The Java Virtual Machine Explained

Whether you are a professional Java software developer, a university student who learns Java as a subject or an IT geek, you might have heard about the JVM at some point or another. JVM is the specification that makes it possible for Java applications to follow the famous “Write Once, Run Anywhere” approach. This article discusses more about the JVM, the components that it is made of and what happens internally within the JVM.

What Is The Java Virtual Machine?

Java is an object oriented programming language developed with the concept of “Write Once, Run Anywhere” where the code once written, can be run on any platform. To facilitate this ability, an intermediary language called Bytecode is used.

Java Virtual Machine is a specification that provides a runtime environment where bytecode can be executed. Initially the java code is compiled by the Java compiler into bytecode to generate a class file. Then this class file is interpreted by the JVM for the underlying platform. The bytecode class file is platform independent, therefore can be executed on JVMs running on any platforms or operating systems.
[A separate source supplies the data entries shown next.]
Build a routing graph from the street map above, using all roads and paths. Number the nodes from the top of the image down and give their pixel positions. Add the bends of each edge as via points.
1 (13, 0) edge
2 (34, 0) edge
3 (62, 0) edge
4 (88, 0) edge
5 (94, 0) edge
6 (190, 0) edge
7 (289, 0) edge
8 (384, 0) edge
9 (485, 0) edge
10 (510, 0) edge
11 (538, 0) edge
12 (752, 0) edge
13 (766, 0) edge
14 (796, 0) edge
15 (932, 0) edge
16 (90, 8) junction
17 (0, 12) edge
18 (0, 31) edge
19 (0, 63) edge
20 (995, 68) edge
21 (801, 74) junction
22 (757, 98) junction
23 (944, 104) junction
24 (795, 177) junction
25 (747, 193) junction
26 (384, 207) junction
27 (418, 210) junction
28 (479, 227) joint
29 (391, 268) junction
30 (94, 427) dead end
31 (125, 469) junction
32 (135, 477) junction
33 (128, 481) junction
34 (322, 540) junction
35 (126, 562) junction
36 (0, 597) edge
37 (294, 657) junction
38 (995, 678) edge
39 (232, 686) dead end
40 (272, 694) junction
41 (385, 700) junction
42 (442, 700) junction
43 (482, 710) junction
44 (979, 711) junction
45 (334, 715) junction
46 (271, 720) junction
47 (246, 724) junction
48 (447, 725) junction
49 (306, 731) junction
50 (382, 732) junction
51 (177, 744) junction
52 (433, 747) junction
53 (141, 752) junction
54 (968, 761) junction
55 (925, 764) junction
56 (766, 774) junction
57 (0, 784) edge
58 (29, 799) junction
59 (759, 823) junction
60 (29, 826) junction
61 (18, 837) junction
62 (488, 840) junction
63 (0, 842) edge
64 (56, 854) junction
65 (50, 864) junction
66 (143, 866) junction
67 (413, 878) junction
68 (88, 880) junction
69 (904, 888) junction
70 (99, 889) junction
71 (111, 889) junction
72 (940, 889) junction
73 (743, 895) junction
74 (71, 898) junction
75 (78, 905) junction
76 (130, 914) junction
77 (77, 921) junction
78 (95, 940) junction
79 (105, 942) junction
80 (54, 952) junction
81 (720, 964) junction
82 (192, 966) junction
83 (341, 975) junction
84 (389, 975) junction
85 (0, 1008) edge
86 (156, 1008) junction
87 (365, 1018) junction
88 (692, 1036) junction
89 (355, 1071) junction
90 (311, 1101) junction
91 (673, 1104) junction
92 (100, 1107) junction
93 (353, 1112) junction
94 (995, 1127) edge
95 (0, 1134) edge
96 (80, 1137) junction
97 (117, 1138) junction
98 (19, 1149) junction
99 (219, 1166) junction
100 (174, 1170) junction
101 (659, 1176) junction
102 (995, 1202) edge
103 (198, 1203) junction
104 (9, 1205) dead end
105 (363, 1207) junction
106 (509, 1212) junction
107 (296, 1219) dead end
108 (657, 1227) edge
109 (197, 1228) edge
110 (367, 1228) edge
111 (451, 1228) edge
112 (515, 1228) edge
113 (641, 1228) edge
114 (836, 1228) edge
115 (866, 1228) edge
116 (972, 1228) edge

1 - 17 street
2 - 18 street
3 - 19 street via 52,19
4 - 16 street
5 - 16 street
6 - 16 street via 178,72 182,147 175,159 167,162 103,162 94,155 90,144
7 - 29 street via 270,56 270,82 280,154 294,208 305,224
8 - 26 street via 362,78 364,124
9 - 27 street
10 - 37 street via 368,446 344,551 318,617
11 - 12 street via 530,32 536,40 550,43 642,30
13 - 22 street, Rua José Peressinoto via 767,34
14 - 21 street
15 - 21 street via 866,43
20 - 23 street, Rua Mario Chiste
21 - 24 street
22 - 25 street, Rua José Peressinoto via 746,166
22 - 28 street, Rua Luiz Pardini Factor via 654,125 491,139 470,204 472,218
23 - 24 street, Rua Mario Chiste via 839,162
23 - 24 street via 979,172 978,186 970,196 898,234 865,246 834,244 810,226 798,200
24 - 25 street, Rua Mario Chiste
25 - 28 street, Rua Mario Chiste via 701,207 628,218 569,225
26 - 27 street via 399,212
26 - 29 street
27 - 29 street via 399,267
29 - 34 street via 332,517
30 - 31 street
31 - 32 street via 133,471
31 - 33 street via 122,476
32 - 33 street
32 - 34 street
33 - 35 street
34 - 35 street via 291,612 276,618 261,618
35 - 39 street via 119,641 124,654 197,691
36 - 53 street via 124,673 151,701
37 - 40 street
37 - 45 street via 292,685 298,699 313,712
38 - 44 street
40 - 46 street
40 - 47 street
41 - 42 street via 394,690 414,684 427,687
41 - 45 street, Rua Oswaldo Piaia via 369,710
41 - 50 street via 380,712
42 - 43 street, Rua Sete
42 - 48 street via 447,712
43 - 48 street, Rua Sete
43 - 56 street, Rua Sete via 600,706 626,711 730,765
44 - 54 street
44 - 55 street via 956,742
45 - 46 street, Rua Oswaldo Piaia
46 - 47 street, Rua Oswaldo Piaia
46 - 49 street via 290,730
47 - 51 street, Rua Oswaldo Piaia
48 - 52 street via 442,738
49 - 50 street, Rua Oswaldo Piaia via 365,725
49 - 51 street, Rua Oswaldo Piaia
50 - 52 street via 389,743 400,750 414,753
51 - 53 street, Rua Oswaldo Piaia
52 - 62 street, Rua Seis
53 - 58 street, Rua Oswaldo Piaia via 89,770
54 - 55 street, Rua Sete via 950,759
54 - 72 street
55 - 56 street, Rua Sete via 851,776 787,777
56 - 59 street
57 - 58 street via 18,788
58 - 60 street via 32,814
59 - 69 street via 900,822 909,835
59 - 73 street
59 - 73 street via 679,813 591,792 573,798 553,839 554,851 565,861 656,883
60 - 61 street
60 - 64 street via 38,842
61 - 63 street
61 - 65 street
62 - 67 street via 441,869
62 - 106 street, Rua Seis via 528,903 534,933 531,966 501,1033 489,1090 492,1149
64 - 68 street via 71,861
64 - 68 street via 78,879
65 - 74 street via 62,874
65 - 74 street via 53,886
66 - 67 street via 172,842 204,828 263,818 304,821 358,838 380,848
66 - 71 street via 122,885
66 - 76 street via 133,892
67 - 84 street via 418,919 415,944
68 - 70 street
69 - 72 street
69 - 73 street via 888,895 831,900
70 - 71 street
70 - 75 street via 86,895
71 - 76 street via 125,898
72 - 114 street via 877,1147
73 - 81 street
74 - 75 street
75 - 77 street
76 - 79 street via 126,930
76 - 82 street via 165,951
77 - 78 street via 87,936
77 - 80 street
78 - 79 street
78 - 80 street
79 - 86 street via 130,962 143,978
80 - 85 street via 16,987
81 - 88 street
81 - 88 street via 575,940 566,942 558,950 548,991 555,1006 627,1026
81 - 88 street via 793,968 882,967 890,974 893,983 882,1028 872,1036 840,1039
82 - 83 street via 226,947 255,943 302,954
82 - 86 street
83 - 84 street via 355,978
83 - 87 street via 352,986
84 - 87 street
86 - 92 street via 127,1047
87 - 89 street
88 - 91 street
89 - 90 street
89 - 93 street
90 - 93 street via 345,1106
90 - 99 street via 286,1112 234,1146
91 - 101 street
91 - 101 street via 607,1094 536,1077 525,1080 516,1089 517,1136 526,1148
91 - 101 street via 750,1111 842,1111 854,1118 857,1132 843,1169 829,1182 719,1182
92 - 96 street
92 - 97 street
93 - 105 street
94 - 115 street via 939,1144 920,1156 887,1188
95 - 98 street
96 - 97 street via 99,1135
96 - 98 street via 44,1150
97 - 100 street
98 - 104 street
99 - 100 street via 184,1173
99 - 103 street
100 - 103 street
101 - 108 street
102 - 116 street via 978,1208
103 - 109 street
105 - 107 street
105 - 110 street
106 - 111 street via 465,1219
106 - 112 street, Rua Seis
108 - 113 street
Similar to other application based virtual machines, the JVM is responsible to create an dedicated space on the host machine to execute java programs irrespective of the platform or the operating system of the machine.

The JVM Architecture

The below diagram illustrates the components of the JVM. It consists of three main sub systems; the class loader, the runtime data area, and the execution engine. Apart from that the JVM also includes the native method interface and the native method library.

The Class Loader

The Class loader is a subsystem in JVM which is used to load class files. Loading process is carried out in three phases; loading, linking and initialization. When a java source file(.java file) is compiled, it gets converted to bytecode(.class file). When this class is used/referred, the class loader loads it into the main memory. Usually the class with the main method gets loaded first.

Loading

This process involves taking the bytecode of a class/interface with a particular name and re-generating the original class/interface back. This is done by utilizing three built-in class loaders;

  • Bootstrap Class Loader: This is the root class loader and it’s responsible to load standard java packages like java.util, java.lang etc., from the bootstrap class path which is the rt.jar file.
  • Extension Class Loader: Subclass of the Bootstrap class loader. It's responsible to load the extensions of Java standard libraries.
  • Application Class Loader: This is the last class loader and is the subclass of the Extension class loader. It’s responsible to load the files present in the classpath.

Linking

After the class loading process has finished where a class has been loaded into memory, JVM starts the linking process. It involves combining different dependencies and elements of the class/interface together. Linking process is carried by the following steps;

  • Verification: Under this phase, the JVM checks the structure and the formatting of the .class file against a set of predefined rules. It throws an exception if the verification fails.
  • Preparation: This phase involves allocating memory for the static fields of the class/interface and initializing those fields with default values.
  • Resolution: This phase involves replacing all symbolic references with direct references from the method area.

Initialization

This is the final process executed under the class loader. Initialization involves the execution of the initialization method of the class/interface. This includes making calls to the class’s constructor, assigning values to static variables and execution of the static block.

Runtime Data Area

The runtime data area is divided into five major components; the method area, heap area, stack area, pc register and native method stack. Below discusses the usage of each component.

Method Area

In this data area, all the class level data such as static variables, run time pool constant etc. will be stored. There is only one method area per JVM and if the storage of that is not sufficient to start a program, then the JVM will throw an exception.

Heap Area

This storage area stores all the objects of a class and their corresponding instance variables. Moreover memory areas for arrays are also allocated from the heap area. Similarly to method area, there is only one heap area per JVM.

Stack Area

Unlike the above two memory areas, a separate runtime stack area gets created per thread, therefore it’s thread safe. All local variables, method calls and partial results will be stored in the stack area. If a larger stack than what’s available is required to carry out the processes of the thread, then the JVM will throw an exception.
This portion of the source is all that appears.